Faça de conta que recebeu um cartão de crédito ilimitado com garantia de quitação durante o resto da sua vida.

Sabendo que tudo já está pago, como usaria seu tempo todos os dias?

Há quem diga “Nunca mais trabalharia”, “Viveria viajando”, “Ajudaria as pessoas”.

Supondo que seja assim, depois de ter viajado pelo mundo, ajudado a família e os amigos e escolhido projeto social para apoiar, você buscaria aprender alguma coisa pelo simples prazer de aprender?

O exercício não é tão fluido porque nossas escolhas estão condicionadas ao “para quê”.

Para que perder tempo aprendendo grego se o inglês é a língua universal?

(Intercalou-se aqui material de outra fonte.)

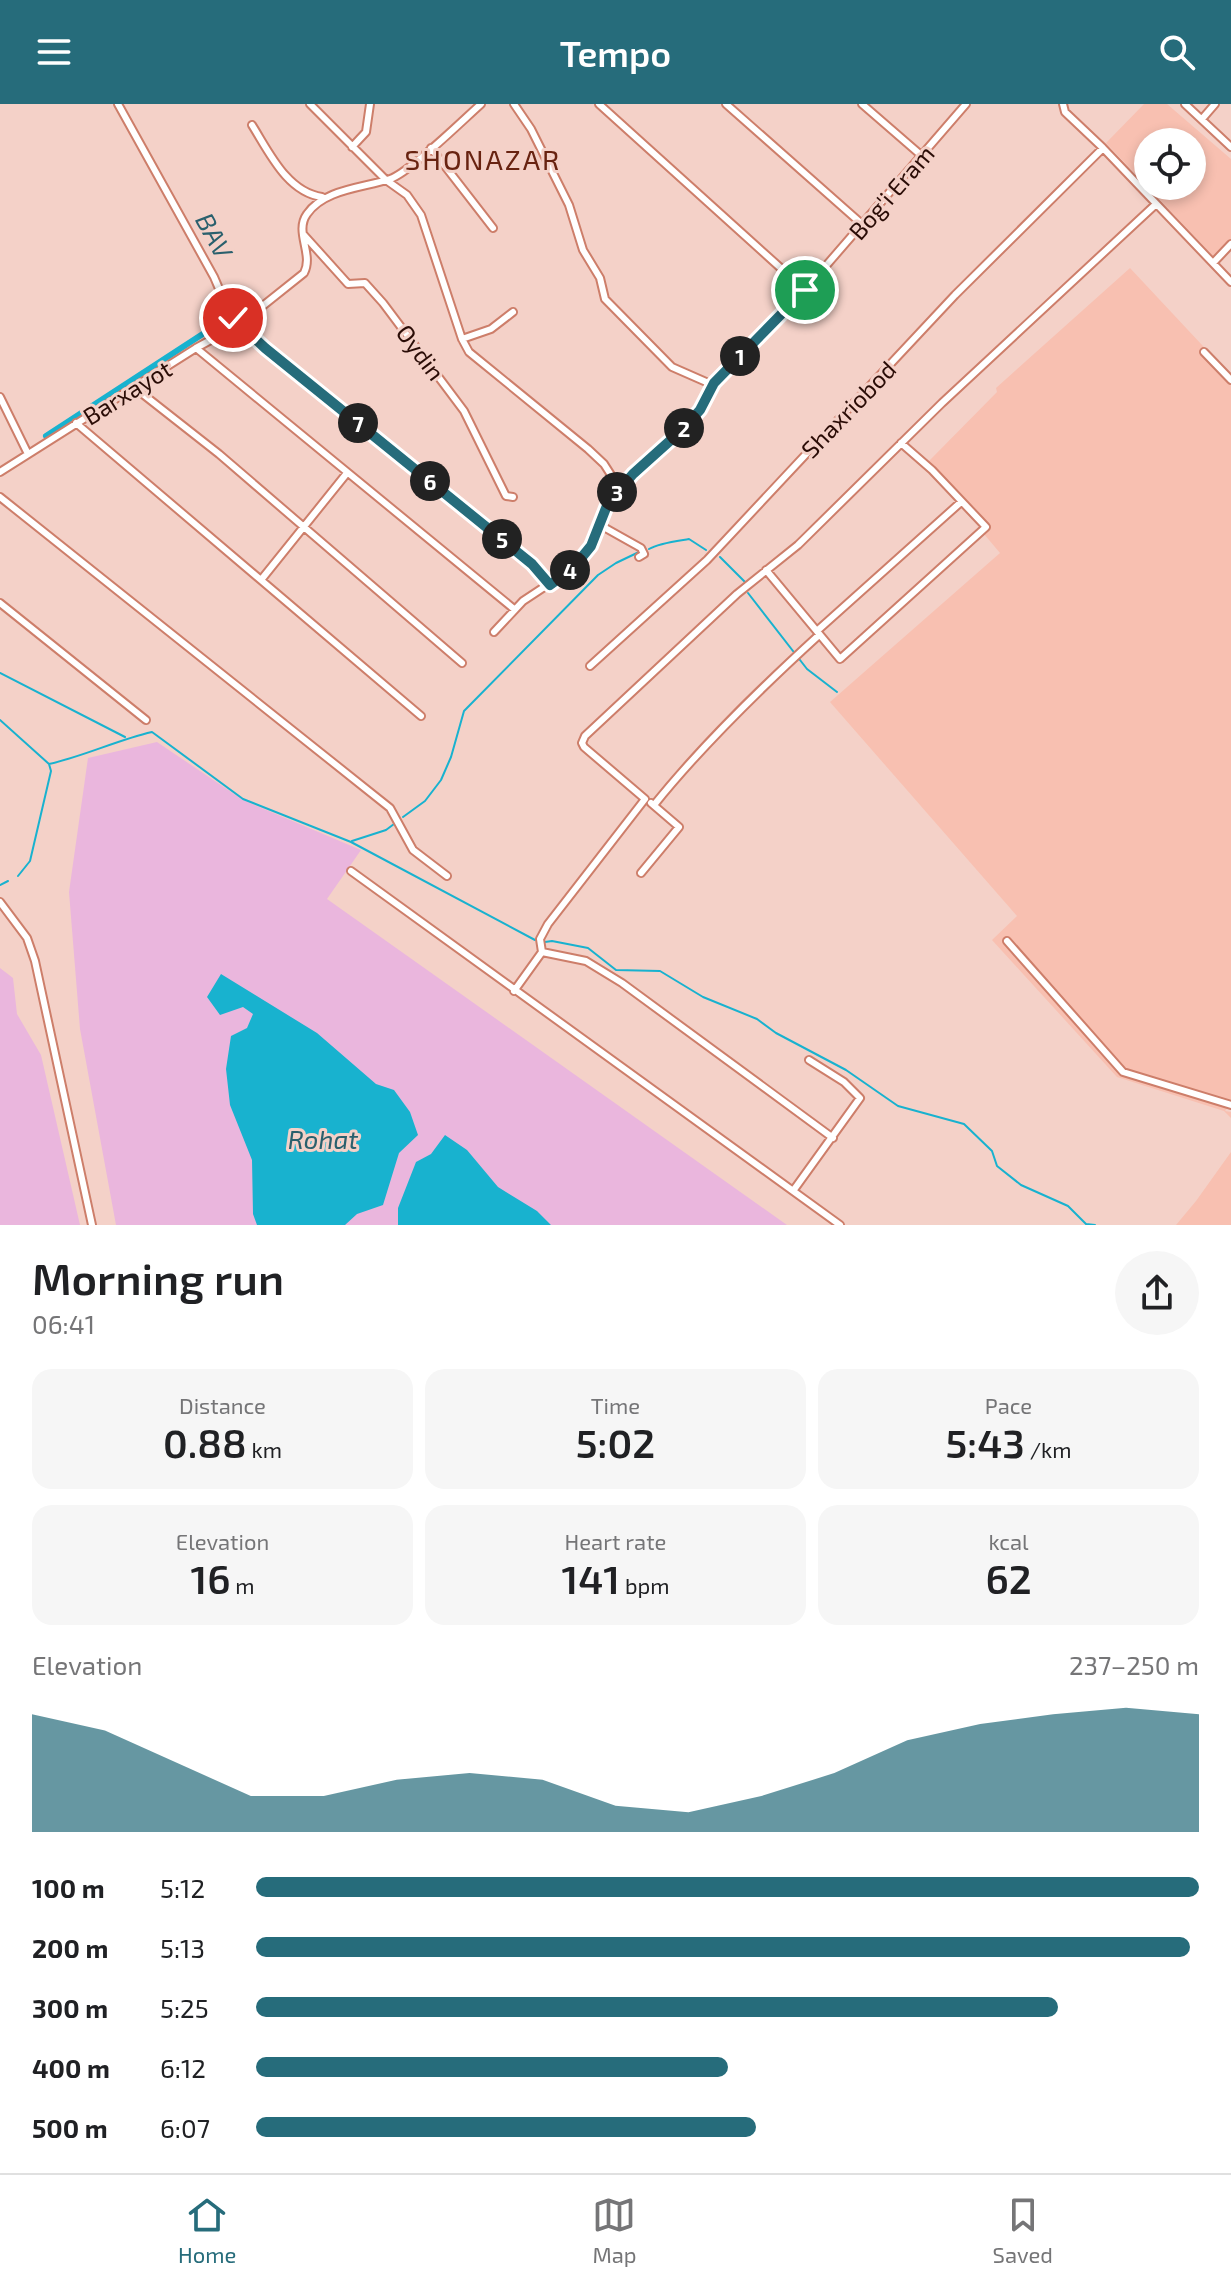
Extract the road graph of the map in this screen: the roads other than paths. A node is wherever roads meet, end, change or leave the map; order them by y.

Se a promoção no emprego depende das especializações, então justifica-se o MBA, o Mestrado, o Doutorado. É mais fácil manter a motivação acesa quando o foco está nos rendimentos subindo.

Mas, vez ou outra, poderíamos deixar de lado os objetivos específicos do nosso projeto de vida e deixar falar a voz do coração.

A boa notícia é que podemos começar sem ter que esperar pelo cartão ilimitado.

Tem curso para todo tipo de gosto na internet, e os seus produtores sempre jogam a isca oferecendo uma semana gratuita.

Mordi uma dessas para o curso de piano. Ok, não tenho piano, mas isso é só um detalhe. A pretensão não era a formação, mas satisfazer a vontade que sinto desde a infância, abafada pelo “para quê”.

Para que aprender piano se não poderei carregá-lo? Melhor o violão.

Deveria ter feito uma segunda pergunta: Terei que carregá-lo para quê? Mas, preferi seguir o óbvio, tentei fazer aulas de violão. Não gostei. Então, encarei o prazer de aprender.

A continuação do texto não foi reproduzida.